Eight young red-meat professionals named to HCC Meat Minds as scheme opens second intake
Eight early-career professionals from across Wales’ red-meat supply chain have been selected for Hybu Cig Cymru’s (HCC) Meat Minds year-long development programme, which pairs participants with industry mentors; applications are now open for a second intake.
A new cohort of young professionals from across Wales’ red‑meat supply chain has secured places on Hybu Cig Cymru’s (HCC) Meat Minds development programme, local reporting shows. The South Wales Argus names eight participants — including Wrexham butcher Ben Roberts, lamb procurement specialist Bethany Rogers, Anglesey farmer and retailer Emma Williams, Bala farmer and spokesperson Erin McNaught, Welsh Black Society breed secretary Lynfa Jones, Newtown agriculture lecturer Rachel Jones, Kepak beef procurement worker Richard Watkin and Wynnstay agri‑trader Thomas Davies — who will take part in a year‑long programme designed to deepen cross‑sector knowledge. According to the same report, members will be paired with industry mentors and will spend a day working within their mentor’s business.
The initiative is structured as a 12‑month commitment combining classroom‑style module days with practical exposure. HCC’s programme guidance describes six days of activity delivered over the year — five themed module days and a separate mentor workplace day — covering topics from industry leadership and the farmed environment to One Health, supply‑chain efficiencies, and meat quality and profitability. The scheme also includes a group research project intended to generate industry‑relevant data, plus opportunities to attend conferences and promotional events. HCC materials and independent reporting both set out expectations that participants will share learning across the sector.

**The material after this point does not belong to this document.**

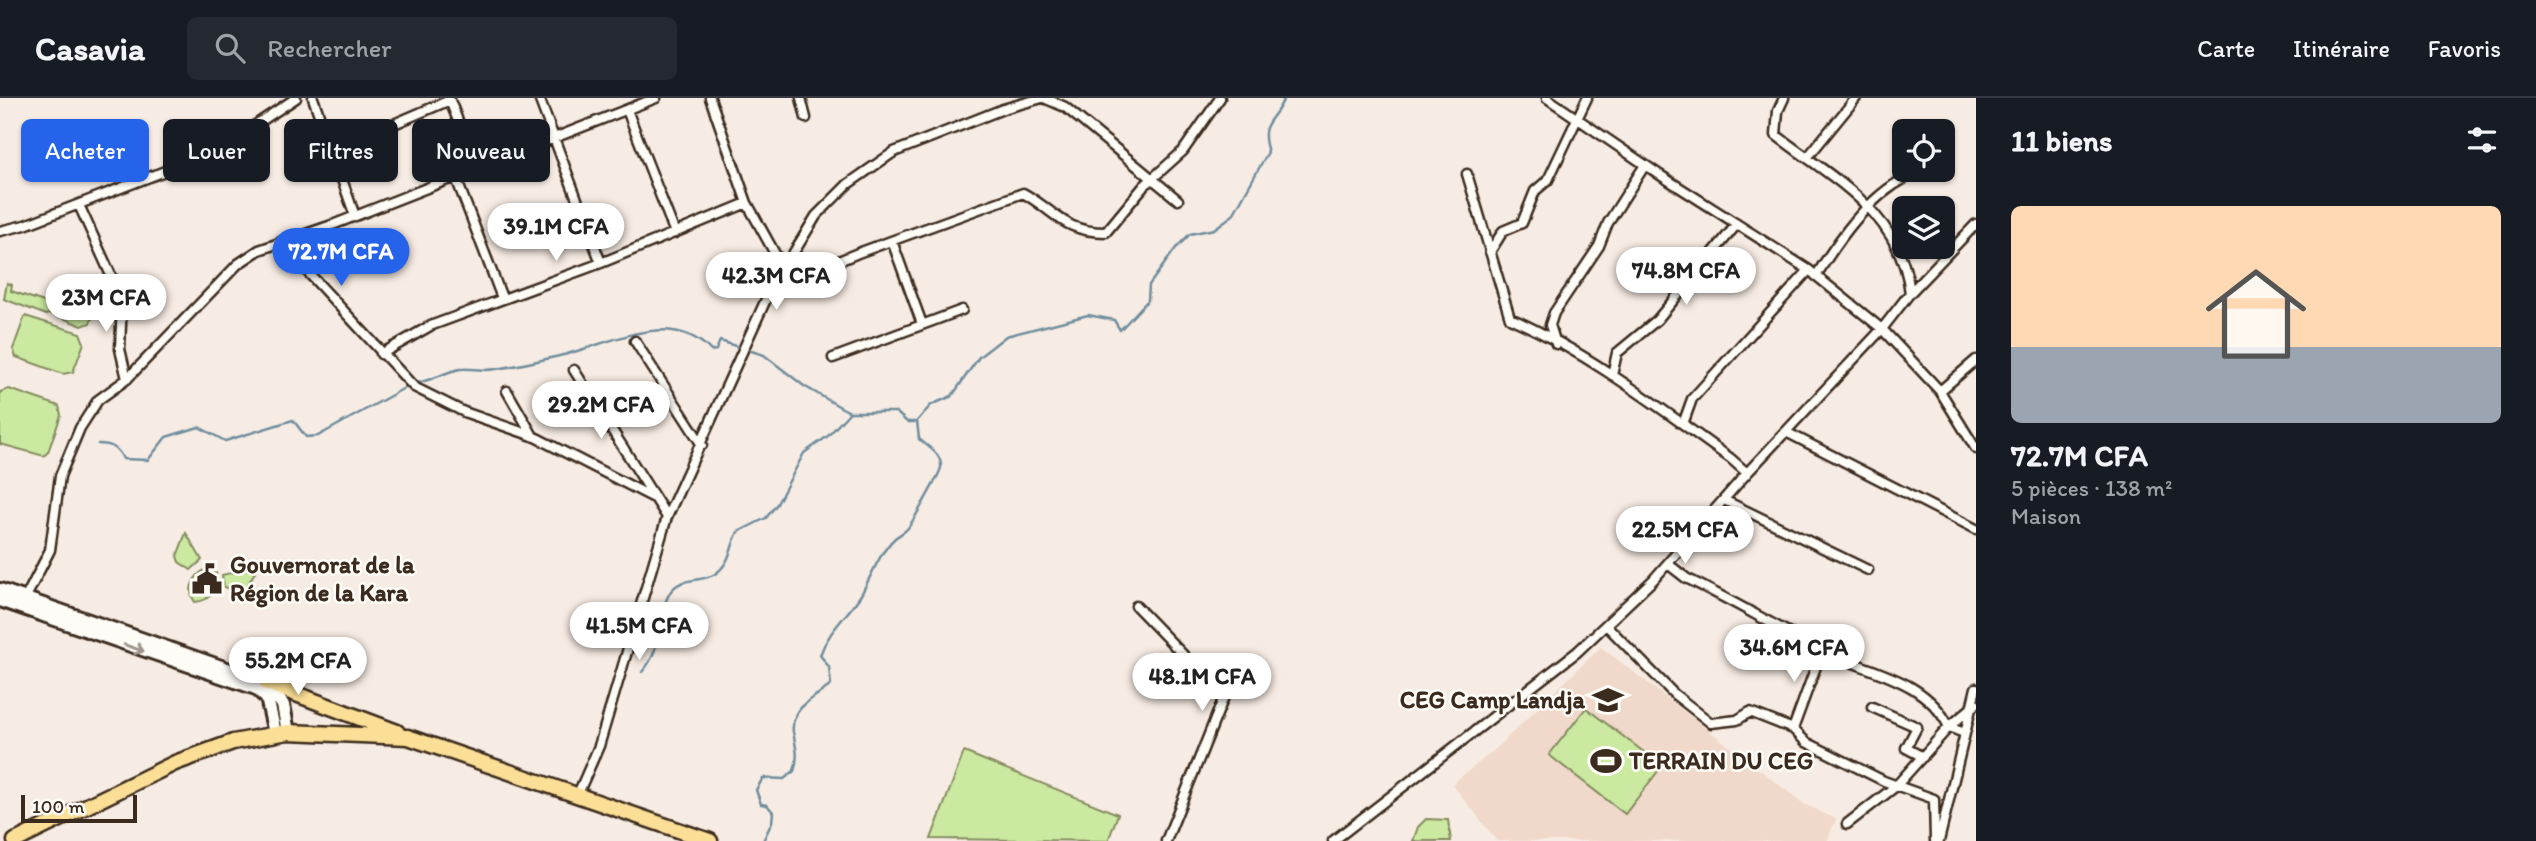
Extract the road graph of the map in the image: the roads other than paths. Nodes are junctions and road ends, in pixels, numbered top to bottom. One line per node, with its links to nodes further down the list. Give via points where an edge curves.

The named participants represent a cross‑section of the supply chain, from on‑farm retail and procurement to butchery and academic roles. Local reporting on Ben Roberts notes he is an award‑winning butcher who recently opened a new shop, drawing on prior training and competition success, and has plans to take on apprentices and further develop his business. The Welsh Black Cattle Society confirms Lynfa Jones’ longstanding role with the breed society, noting her background in farming and marketing and her involvement with sales and branch activities. Such varied experience is intended to enrich the peer learning and the collaborative research that Meat Minds members will produce.
There are slight discrepancies in reporting about the scheme’s intake size. HCC’s own newsroom previously announced an inaugural intake of ten members selected at the Royal Welsh Show, while the South Wales Argus lists eight names drawn from the current cohort — a difference that may reflect timing, regional reporting focus or subsequent changes to membership. Separately, HCC and trade press report strong demand for the programme and have opened applications for a second intake, reiterating the six‑day commitment and inviting candidates from across farming, processing, retailing, butchery and catering to apply.

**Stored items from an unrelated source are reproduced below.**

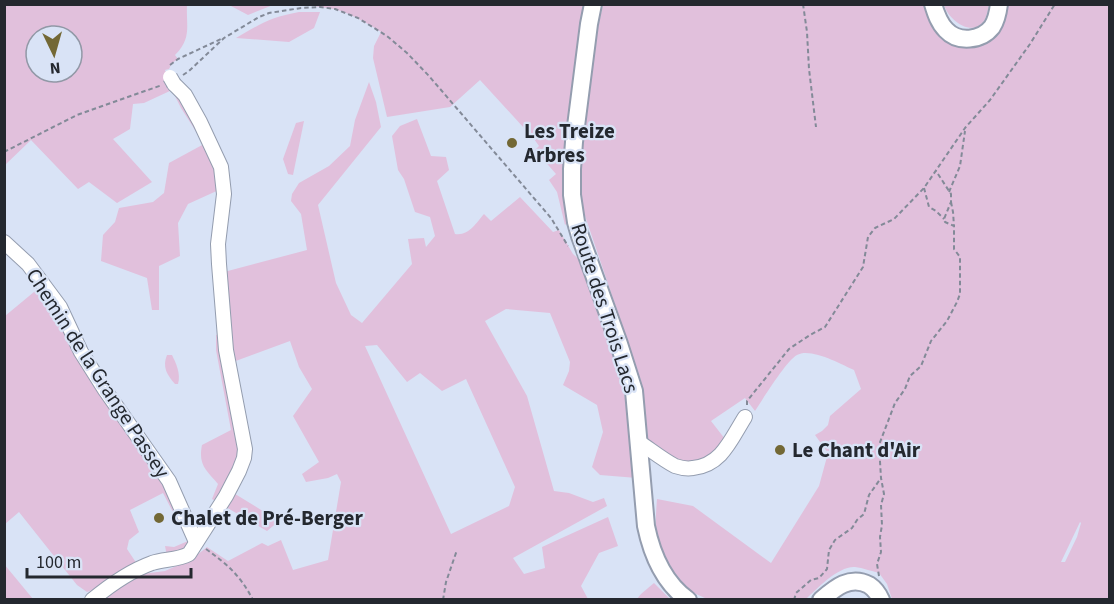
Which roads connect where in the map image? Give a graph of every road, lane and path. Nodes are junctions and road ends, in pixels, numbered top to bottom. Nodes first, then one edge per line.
1 (336, 4) edge
2 (593, 4) edge
3 (803, 4) edge
4 (933, 4) edge
5 (999, 4) edge
6 (1055, 4) edge
7 (335, 9) junction
8 (224, 38) junction
9 (172, 80) junction
10 (816, 127) dead end
11 (965, 128) junction
12 (4, 152) edge
13 (936, 171) junction
14 (924, 188) junction
15 (949, 192) junction
16 (951, 202) junction
17 (944, 219) junction
18 (954, 226) junction
19 (4, 242) edge
20 (568, 246) dead end
21 (745, 417) joint
22 (639, 442) junction
23 (881, 477) junction
24 (196, 542) junction
25 (457, 550) dead end
26 (876, 593) edge
27 (92, 600) edge
28 (253, 600) edge
29 (444, 600) edge
30 (688, 600) edge
31 (795, 600) edge
32 (821, 600) edge

1 - 7 path
2 - 22 street, Route des Trois Lacs
3 - 10 path
4 - 5 street
6 - 11 path
7 - 8 path
7 - 20 path
8 - 9 path
8 - 9 path
9 - 12 path
9 - 24 street
11 - 13 path
11 - 15 path
13 - 14 path
13 - 15 path
14 - 17 path
14 - 21 path
15 - 16 path
16 - 17 path
16 - 18 path
17 - 18 path
18 - 23 path
19 - 24 street, Chemin de la Grange Passey
21 - 22 street
22 - 30 street, Route des Trois Lacs
23 - 26 path
23 - 31 path
24 - 27 street
24 - 28 path
25 - 29 path
26 - 32 street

Taken together, organisers and participants present Meat Minds as a practical attempt to knit together knowledge of animal health, production practices, eating quality and consumer trends so that early‑career professionals can speak confidently about the red‑meat sector. HCC and industry reporting stress the programme’s dual goals of improving technical understanding and creating a network of informed advocates whose collaborative research and workplace placements should, organisers say, benefit the wider supply chain.